To mitigate the threat, CISA is advising small aircraft owners to restrict access to planes while aircraft manufacturers are urged to review the implementation of CAN bus networks to compensate for the physical attack vector. In addition, manufacturers should also implement safeguards such as CAN bus-specific filtering, whitelisting, and segregation.

It is worth mentioning that big aircraft use more complex systems with additional security requirements. However, the DHS alert does not apply to older small planes with mechanical control systems.

“This latest alert around aircraft cybersecurity should serve as a reminder to the entire aviation industry of the opportunities and challenges presented by modern connectivity,” said Orion Cassetto, director, Product Marketing, Exabeam.

“Every month, there are 1,000 cyberattacks across the air transport industry. At the same time, just 35 percent of airlines and 30 percent of airports believe they are prepared to deal with cyber threats today. The industry is constantly innovating to stay ahead of the technology curve, but these innovations are actually creating new vulnerabilities.

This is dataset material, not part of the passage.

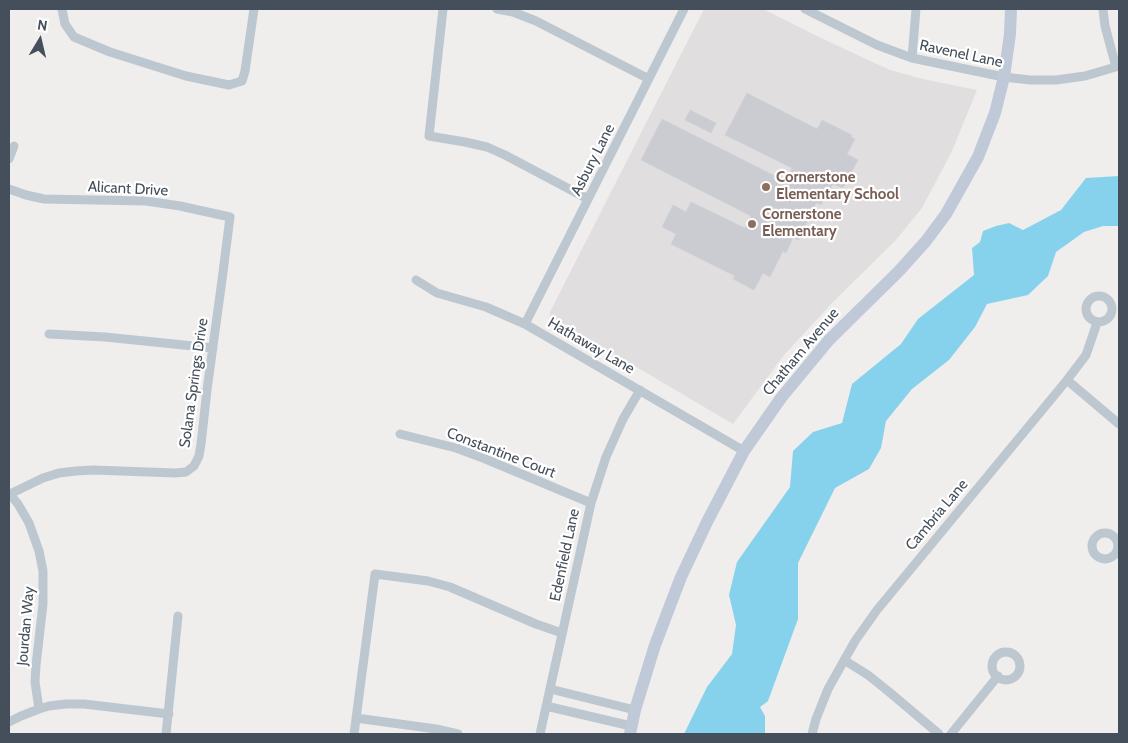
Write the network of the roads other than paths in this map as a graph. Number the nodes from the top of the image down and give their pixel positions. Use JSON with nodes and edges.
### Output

Cassetto said that while airlines are using emerging technologies to provide top-notch service to passengers but an area that’s less visible to passengers is the activity monitoring and data collection airlines conduct across a wide range of applications. This information is used to improve operations that impact every stage of the journey. 

See: Vulnerable In-flight WiFi lets hackers to remotely takeover modern aircraft

Machine learning, big data, and analytics are all being used to gather data and set a baseline of normal behavior, which makes threats and anomalous behavior easier and faster to identify. Systems that can detect and escalate unusual patterns and help pinpoint event timelines provide deep insight on security events that may be the source of the anomalies. Gaining access to that insight before something happens is critical because it allows officials to stop problems before they start.